How to complete this task
Check each line of the entries below for the word "data" and state only how many lines have it.

Material for this exercise
--- START ---

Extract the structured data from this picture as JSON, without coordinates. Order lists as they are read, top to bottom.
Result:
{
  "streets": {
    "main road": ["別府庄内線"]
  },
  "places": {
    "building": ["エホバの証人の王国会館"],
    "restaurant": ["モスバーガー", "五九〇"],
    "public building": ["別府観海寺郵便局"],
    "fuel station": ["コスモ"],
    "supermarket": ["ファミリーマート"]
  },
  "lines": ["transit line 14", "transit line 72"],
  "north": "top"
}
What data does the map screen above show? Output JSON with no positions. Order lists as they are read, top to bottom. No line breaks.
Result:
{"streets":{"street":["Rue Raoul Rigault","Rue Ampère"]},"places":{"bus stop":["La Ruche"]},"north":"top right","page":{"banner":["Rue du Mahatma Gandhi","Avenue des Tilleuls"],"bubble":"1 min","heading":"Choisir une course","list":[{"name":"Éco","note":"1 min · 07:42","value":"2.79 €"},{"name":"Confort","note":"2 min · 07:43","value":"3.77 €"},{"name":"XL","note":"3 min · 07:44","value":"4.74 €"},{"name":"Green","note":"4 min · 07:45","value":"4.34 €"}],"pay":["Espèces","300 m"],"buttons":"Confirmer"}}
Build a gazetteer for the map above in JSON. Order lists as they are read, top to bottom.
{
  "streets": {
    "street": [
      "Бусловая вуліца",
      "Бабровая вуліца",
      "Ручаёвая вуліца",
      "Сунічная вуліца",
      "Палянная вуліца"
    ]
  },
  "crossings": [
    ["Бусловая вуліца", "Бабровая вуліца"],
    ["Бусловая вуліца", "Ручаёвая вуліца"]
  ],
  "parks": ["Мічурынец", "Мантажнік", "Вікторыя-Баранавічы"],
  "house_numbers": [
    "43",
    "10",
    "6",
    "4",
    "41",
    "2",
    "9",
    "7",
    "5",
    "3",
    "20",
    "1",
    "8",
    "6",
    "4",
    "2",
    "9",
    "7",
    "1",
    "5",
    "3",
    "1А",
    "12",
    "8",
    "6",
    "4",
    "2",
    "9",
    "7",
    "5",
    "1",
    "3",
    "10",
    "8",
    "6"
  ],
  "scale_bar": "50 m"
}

--- END ---

Exercise answer
2